YESTERDAY | CERT: 15 | DIRECTOR: DANNY BOYLE | SCREENPLAY: RICHARD CURTIS | STARRING: HIMESH PATEL, LILY JAMES, KATE MCKINNON ,ED SHEERAN | RELEASE DATE: JUNE 28TH
“From the writer of Love Actually and the director of Slumdog Millionaire” threatens the poster, and that’s exactly what’s served up in this warmed-over marriage of convenience between Richard Curtis and Danny Boyle that sees gormless singer/songwriter Jack Malik (Himesh Patel) smack his bike into a bus and wake up as the only dude in the world to remember the Beatles. Ker-ching! It’s a cracker of a concept, of course, and starts out well enough, as our hero finds that just knowing the songs themselves doesn’t bring instant fame in these brand-obsessed times. It’s here that the film shows some promise but soon it’s off, careening down that rusty old rom-com chute that Curtis keeps permanently greased.
The way this cops out on The Beatles quickly starts to grate; the only version of them relevant here is the safe as houses ‘Ob-la-di Ob-la-da’ one that Jimmy Tarbuck and Cilla Black used to cover on Live at the Palladium. Yes, The Beatles were that, but they also had sharp edges; you see ‘Revolution’ and ‘Helter Skelter’ written on post-it notes on Jack’s memory wall, but you know he’ll never play them. A rooftop concert by our time-sick troubadour that cries out for an incendiary and completely narratively appropriate version of ‘Get Back’ pointedly fumbles the pass. Still, if Paul McCartney singing ‘Hey Jude’ for the umpteenth time is your idea of heaven, this is for you.
Ed Sheeran fans will also be pleased because he’s in it a lot, and to be fair to the ginger pestilence, while he’s no actor, he’s miles better here than in Game of Thrones. There is one initially gob-smacking moment when Jack is dispatched to find an old musical hero who by all rights should be dead, but, this being a Curtis script, the opportunity to sprinkle some dramatic grit over proceedings and explore the SF dimension is thrown away in favour of the sort of mawkish man-hugging that would have had the real Lennon gagging on his popcorn.

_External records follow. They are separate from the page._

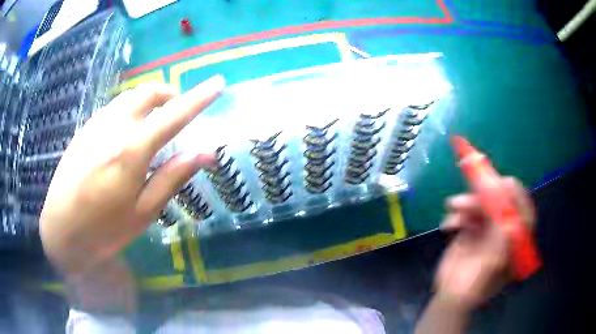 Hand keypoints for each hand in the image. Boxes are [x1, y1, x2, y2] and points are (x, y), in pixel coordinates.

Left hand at [40, 76, 224, 276]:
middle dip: (169, 95)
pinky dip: (129, 110)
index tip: (218, 83)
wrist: (60, 230)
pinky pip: (113, 108)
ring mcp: (95, 125)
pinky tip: (125, 134)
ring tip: (152, 124)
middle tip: (177, 112)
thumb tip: (206, 153)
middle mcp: (114, 127)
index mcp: (132, 149)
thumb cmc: (103, 230)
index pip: (174, 114)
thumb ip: (173, 177)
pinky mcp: (84, 130)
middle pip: (148, 92)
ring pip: (129, 97)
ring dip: (148, 102)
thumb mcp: (143, 212)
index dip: (199, 98)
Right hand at [435, 177, 535, 308]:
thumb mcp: (487, 268)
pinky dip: (458, 215)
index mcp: (514, 244)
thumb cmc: (470, 288)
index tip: (507, 183)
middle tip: (477, 185)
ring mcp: (488, 232)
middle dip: (488, 196)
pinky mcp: (473, 230)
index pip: (524, 216)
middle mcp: (504, 234)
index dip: (518, 198)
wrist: (447, 295)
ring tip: (454, 205)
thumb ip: (499, 245)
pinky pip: (468, 214)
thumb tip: (511, 222)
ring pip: (483, 207)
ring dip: (468, 203)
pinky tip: (448, 225)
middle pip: (502, 206) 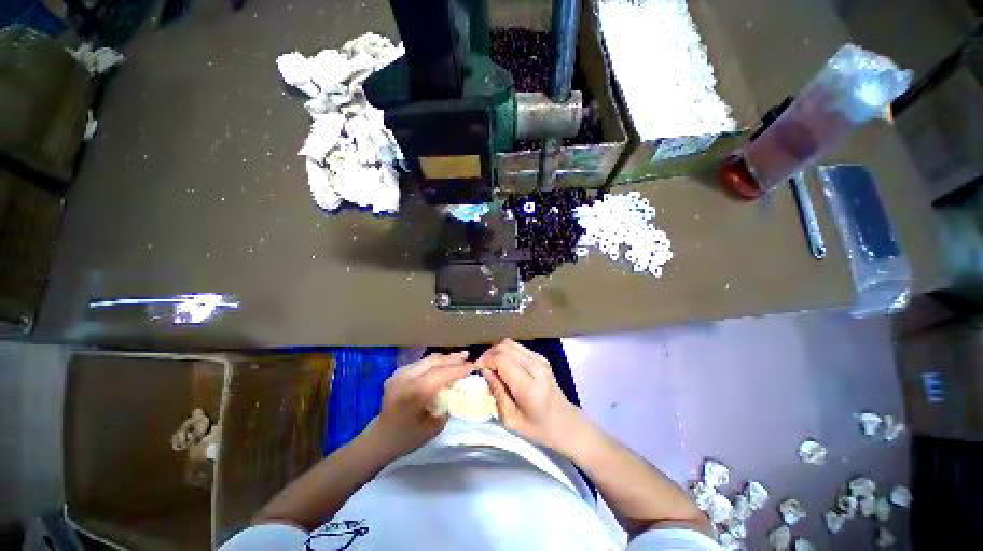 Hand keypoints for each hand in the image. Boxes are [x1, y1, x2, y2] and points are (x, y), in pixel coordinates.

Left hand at [368, 352, 472, 459]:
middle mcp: (406, 377)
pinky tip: (443, 364)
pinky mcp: (398, 372)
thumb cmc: (409, 437)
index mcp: (415, 392)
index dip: (459, 369)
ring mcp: (400, 373)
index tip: (473, 366)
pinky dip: (434, 362)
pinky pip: (421, 363)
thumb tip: (456, 388)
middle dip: (453, 359)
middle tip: (468, 357)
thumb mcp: (435, 425)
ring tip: (459, 357)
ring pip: (428, 360)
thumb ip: (447, 403)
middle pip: (435, 362)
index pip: (442, 373)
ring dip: (444, 358)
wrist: (381, 438)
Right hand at [477, 339, 585, 453]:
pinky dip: (505, 352)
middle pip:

By the third act, when the inevitable, schmaltzy confession of love in front of a lighters-aloft Wembley Stadium crowd is cranking the Curtis-meter to eleven, whatever edge Boyle tries to inject into Working Title’s pensionable boy-meets-girl formula (©The Tall Man, 1989) has been suffocated to death. The big reveal, when it comes, opens up an intriguing can of worms that Boyle and Curtis simply toss into the long grass in favour of a brain-dead dash for the finish line. If you’re hoping for some timey-wimey capital from the Twilight Zone conceit of all this, help yourself to some open-goal jokes about Harry Potter and Oasis and a lot of comedy Google searches.
In an age when character comedy has brilliantly come of age and left the Curtis model high and dry somewhere back in the late '90s, this tired mix of his usual tropes with a misguided attempt at sanctifying The Beatles into some sort of dewy-eyed Northern religion rings decidedly hollow. If you must gorge yourself to this soft-focus treacle, be prepared to have the White Album on constant repeat for a full week afterwards to get your insulin level out of danger.